#### Your task
Extract the data exactly, missing nothing.

#### The data
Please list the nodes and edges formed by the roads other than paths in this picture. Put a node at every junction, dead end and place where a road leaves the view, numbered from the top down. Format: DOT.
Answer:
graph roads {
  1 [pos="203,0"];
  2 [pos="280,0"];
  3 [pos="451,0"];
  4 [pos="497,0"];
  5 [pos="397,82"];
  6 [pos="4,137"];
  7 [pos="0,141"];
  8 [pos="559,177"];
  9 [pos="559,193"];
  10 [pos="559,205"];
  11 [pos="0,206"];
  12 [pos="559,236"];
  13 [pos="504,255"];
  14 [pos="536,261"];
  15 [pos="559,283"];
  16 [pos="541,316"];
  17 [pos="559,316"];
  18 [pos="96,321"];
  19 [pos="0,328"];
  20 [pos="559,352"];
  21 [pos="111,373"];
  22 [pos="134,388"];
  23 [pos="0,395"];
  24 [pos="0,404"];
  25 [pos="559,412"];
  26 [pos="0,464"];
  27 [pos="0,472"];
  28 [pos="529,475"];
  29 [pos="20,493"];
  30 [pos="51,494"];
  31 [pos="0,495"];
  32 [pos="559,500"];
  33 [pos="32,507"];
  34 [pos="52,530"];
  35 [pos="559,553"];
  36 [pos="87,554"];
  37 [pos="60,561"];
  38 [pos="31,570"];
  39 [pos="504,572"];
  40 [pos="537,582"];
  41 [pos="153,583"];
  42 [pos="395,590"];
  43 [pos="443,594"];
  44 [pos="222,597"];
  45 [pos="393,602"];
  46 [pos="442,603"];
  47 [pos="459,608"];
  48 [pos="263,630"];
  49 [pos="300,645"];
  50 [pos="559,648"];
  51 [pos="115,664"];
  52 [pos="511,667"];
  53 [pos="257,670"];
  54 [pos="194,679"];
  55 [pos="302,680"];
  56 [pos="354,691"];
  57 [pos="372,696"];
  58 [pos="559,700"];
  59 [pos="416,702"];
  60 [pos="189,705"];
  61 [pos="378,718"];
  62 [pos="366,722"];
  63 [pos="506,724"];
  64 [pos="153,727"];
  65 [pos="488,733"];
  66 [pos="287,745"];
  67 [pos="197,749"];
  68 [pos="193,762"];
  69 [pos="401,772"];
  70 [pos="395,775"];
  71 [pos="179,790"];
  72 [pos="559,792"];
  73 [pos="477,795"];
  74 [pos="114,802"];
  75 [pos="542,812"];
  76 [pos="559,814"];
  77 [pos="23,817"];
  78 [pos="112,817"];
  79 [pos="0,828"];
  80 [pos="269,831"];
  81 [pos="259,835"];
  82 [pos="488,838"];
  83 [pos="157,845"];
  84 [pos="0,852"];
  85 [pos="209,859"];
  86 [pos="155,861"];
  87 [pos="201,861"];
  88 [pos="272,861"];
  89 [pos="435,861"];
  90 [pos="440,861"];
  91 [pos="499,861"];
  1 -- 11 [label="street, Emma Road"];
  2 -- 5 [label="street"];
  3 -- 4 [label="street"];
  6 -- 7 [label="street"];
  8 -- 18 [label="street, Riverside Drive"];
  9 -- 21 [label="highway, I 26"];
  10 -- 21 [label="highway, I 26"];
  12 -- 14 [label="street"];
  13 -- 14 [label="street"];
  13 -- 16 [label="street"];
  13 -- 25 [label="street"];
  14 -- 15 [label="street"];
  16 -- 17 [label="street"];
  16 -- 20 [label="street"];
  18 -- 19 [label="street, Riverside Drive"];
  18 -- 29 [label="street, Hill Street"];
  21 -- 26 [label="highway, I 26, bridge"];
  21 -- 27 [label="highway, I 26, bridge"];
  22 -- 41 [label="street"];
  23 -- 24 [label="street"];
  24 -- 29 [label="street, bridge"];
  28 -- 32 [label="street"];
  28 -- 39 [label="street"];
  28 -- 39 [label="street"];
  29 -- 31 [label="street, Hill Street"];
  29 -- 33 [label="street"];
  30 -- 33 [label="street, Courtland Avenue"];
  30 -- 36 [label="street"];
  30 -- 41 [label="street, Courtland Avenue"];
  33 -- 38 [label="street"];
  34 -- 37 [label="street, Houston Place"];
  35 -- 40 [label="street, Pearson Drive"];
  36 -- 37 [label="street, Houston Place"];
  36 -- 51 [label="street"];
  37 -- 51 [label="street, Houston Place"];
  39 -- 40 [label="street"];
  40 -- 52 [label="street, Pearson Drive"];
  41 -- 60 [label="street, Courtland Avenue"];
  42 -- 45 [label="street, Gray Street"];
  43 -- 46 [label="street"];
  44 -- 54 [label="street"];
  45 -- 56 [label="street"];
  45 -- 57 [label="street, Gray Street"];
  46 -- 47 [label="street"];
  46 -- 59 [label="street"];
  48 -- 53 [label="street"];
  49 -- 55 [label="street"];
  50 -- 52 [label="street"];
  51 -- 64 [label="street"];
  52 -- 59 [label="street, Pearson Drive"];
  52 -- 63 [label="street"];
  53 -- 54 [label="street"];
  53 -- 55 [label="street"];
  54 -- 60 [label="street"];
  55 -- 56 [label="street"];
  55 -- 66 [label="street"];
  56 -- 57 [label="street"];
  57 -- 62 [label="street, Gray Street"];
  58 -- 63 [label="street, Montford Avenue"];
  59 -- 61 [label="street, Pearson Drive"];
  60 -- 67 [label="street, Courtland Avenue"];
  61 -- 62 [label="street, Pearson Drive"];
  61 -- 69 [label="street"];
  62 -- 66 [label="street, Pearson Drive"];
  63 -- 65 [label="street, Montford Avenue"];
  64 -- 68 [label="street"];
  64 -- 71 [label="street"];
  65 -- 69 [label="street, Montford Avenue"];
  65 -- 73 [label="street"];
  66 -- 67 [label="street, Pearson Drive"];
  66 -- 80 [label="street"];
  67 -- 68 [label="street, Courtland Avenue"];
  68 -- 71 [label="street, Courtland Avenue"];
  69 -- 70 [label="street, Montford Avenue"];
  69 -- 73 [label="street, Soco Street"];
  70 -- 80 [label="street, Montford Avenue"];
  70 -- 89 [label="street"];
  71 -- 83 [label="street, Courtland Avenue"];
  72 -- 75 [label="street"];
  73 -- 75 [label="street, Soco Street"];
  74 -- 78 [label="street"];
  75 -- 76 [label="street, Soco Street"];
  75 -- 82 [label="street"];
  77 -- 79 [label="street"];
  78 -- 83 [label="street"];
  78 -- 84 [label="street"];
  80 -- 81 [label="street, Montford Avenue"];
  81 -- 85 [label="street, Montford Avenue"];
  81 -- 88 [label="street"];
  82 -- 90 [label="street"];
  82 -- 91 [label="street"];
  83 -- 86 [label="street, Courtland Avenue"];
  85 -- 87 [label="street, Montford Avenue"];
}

#### Answer for the task
Please list the nodes and edges formed by the roads other than paths in this picture. Put a node at every junction, dead end and place where a road leaves the view, numbered from the top down. Format: DOT.
Answer:
graph roads {
  1 [pos="203,0"];
  2 [pos="280,0"];
  3 [pos="451,0"];
  4 [pos="497,0"];
  5 [pos="397,82"];
  6 [pos="4,137"];
  7 [pos="0,141"];
  8 [pos="559,177"];
  9 [pos="559,193"];
  10 [pos="559,205"];
  11 [pos="0,206"];
  12 [pos="559,236"];
  13 [pos="504,255"];
  14 [pos="536,261"];
  15 [pos="559,283"];
  16 [pos="541,316"];
  17 [pos="559,316"];
  18 [pos="96,321"];
  19 [pos="0,328"];
  20 [pos="559,352"];
  21 [pos="111,373"];
  22 [pos="134,388"];
  23 [pos="0,395"];
  24 [pos="0,404"];
  25 [pos="559,412"];
  26 [pos="0,464"];
  27 [pos="0,472"];
  28 [pos="529,475"];
  29 [pos="20,493"];
  30 [pos="51,494"];
  31 [pos="0,495"];
  32 [pos="559,500"];
  33 [pos="32,507"];
  34 [pos="52,530"];
  35 [pos="559,553"];
  36 [pos="87,554"];
  37 [pos="60,561"];
  38 [pos="31,570"];
  39 [pos="504,572"];
  40 [pos="537,582"];
  41 [pos="153,583"];
  42 [pos="395,590"];
  43 [pos="443,594"];
  44 [pos="222,597"];
  45 [pos="393,602"];
  46 [pos="442,603"];
  47 [pos="459,608"];
  48 [pos="263,630"];
  49 [pos="300,645"];
  50 [pos="559,648"];
  51 [pos="115,664"];
  52 [pos="511,667"];
  53 [pos="257,670"];
  54 [pos="194,679"];
  55 [pos="302,680"];
  56 [pos="354,691"];
  57 [pos="372,696"];
  58 [pos="559,700"];
  59 [pos="416,702"];
  60 [pos="189,705"];
  61 [pos="378,718"];
  62 [pos="366,722"];
  63 [pos="506,724"];
  64 [pos="153,727"];
  65 [pos="488,733"];
  66 [pos="287,745"];
  67 [pos="197,749"];
  68 [pos="193,762"];
  69 [pos="401,772"];
  70 [pos="395,775"];
  71 [pos="179,790"];
  72 [pos="559,792"];
  73 [pos="477,795"];
  74 [pos="114,802"];
  75 [pos="542,812"];
  76 [pos="559,814"];
  77 [pos="23,817"];
  78 [pos="112,817"];
  79 [pos="0,828"];
  80 [pos="269,831"];
  81 [pos="259,835"];
  82 [pos="488,838"];
  83 [pos="157,845"];
  84 [pos="0,852"];
  85 [pos="209,859"];
  86 [pos="155,861"];
  87 [pos="201,861"];
  88 [pos="272,861"];
  89 [pos="435,861"];
  90 [pos="440,861"];
  91 [pos="499,861"];
  1 -- 11 [label="street, Emma Road"];
  2 -- 5 [label="street"];
  3 -- 4 [label="street"];
  6 -- 7 [label="street"];
  8 -- 18 [label="street, Riverside Drive"];
  9 -- 21 [label="highway, I 26"];
  10 -- 21 [label="highway, I 26"];
  12 -- 14 [label="street"];
  13 -- 14 [label="street"];
  13 -- 16 [label="street"];
  13 -- 25 [label="street"];
  14 -- 15 [label="street"];
  16 -- 17 [label="street"];
  16 -- 20 [label="street"];
  18 -- 19 [label="street, Riverside Drive"];
  18 -- 29 [label="street, Hill Street"];
  21 -- 26 [label="highway, I 26, bridge"];
  21 -- 27 [label="highway, I 26, bridge"];
  22 -- 41 [label="street"];
  23 -- 24 [label="street"];
  24 -- 29 [label="street, bridge"];
  28 -- 32 [label="street"];
  28 -- 39 [label="street"];
  28 -- 39 [label="street"];
  29 -- 31 [label="street, Hill Street"];
  29 -- 33 [label="street"];
  30 -- 33 [label="street, Courtland Avenue"];
  30 -- 36 [label="street"];
  30 -- 41 [label="street, Courtland Avenue"];
  33 -- 38 [label="street"];
  34 -- 37 [label="street, Houston Place"];
  35 -- 40 [label="street, Pearson Drive"];
  36 -- 37 [label="street, Houston Place"];
  36 -- 51 [label="street"];
  37 -- 51 [label="street, Houston Place"];
  39 -- 40 [label="street"];
  40 -- 52 [label="street, Pearson Drive"];
  41 -- 60 [label="street, Courtland Avenue"];
  42 -- 45 [label="street, Gray Street"];
  43 -- 46 [label="street"];
  44 -- 54 [label="street"];
  45 -- 56 [label="street"];
  45 -- 57 [label="street, Gray Street"];
  46 -- 47 [label="street"];
  46 -- 59 [label="street"];
  48 -- 53 [label="street"];
  49 -- 55 [label="street"];
  50 -- 52 [label="street"];
  51 -- 64 [label="street"];
  52 -- 59 [label="street, Pearson Drive"];
  52 -- 63 [label="street"];
  53 -- 54 [label="street"];
  53 -- 55 [label="street"];
  54 -- 60 [label="street"];
  55 -- 56 [label="street"];
  55 -- 66 [label="street"];
  56 -- 57 [label="street"];
  57 -- 62 [label="street, Gray Street"];
  58 -- 63 [label="street, Montford Avenue"];
  59 -- 61 [label="street, Pearson Drive"];
  60 -- 67 [label="street, Courtland Avenue"];
  61 -- 62 [label="street, Pearson Drive"];
  61 -- 69 [label="street"];
  62 -- 66 [label="street, Pearson Drive"];
  63 -- 65 [label="street, Montford Avenue"];
  64 -- 68 [label="street"];
  64 -- 71 [label="street"];
  65 -- 69 [label="street, Montford Avenue"];
  65 -- 73 [label="street"];
  66 -- 67 [label="street, Pearson Drive"];
  66 -- 80 [label="street"];
  67 -- 68 [label="street, Courtland Avenue"];
  68 -- 71 [label="street, Courtland Avenue"];
  69 -- 70 [label="street, Montford Avenue"];
  69 -- 73 [label="street, Soco Street"];
  70 -- 80 [label="street, Montford Avenue"];
  70 -- 89 [label="street"];
  71 -- 83 [label="street, Courtland Avenue"];
  72 -- 75 [label="street"];
  73 -- 75 [label="street, Soco Street"];
  74 -- 78 [label="street"];
  75 -- 76 [label="street, Soco Street"];
  75 -- 82 [label="street"];
  77 -- 79 [label="street"];
  78 -- 83 [label="street"];
  78 -- 84 [label="street"];
  80 -- 81 [label="street, Montford Avenue"];
  81 -- 85 [label="street, Montford Avenue"];
  81 -- 88 [label="street"];
  82 -- 90 [label="street"];
  82 -- 91 [label="street"];
  83 -- 86 [label="street, Courtland Avenue"];
  85 -- 87 [label="street, Montford Avenue"];
}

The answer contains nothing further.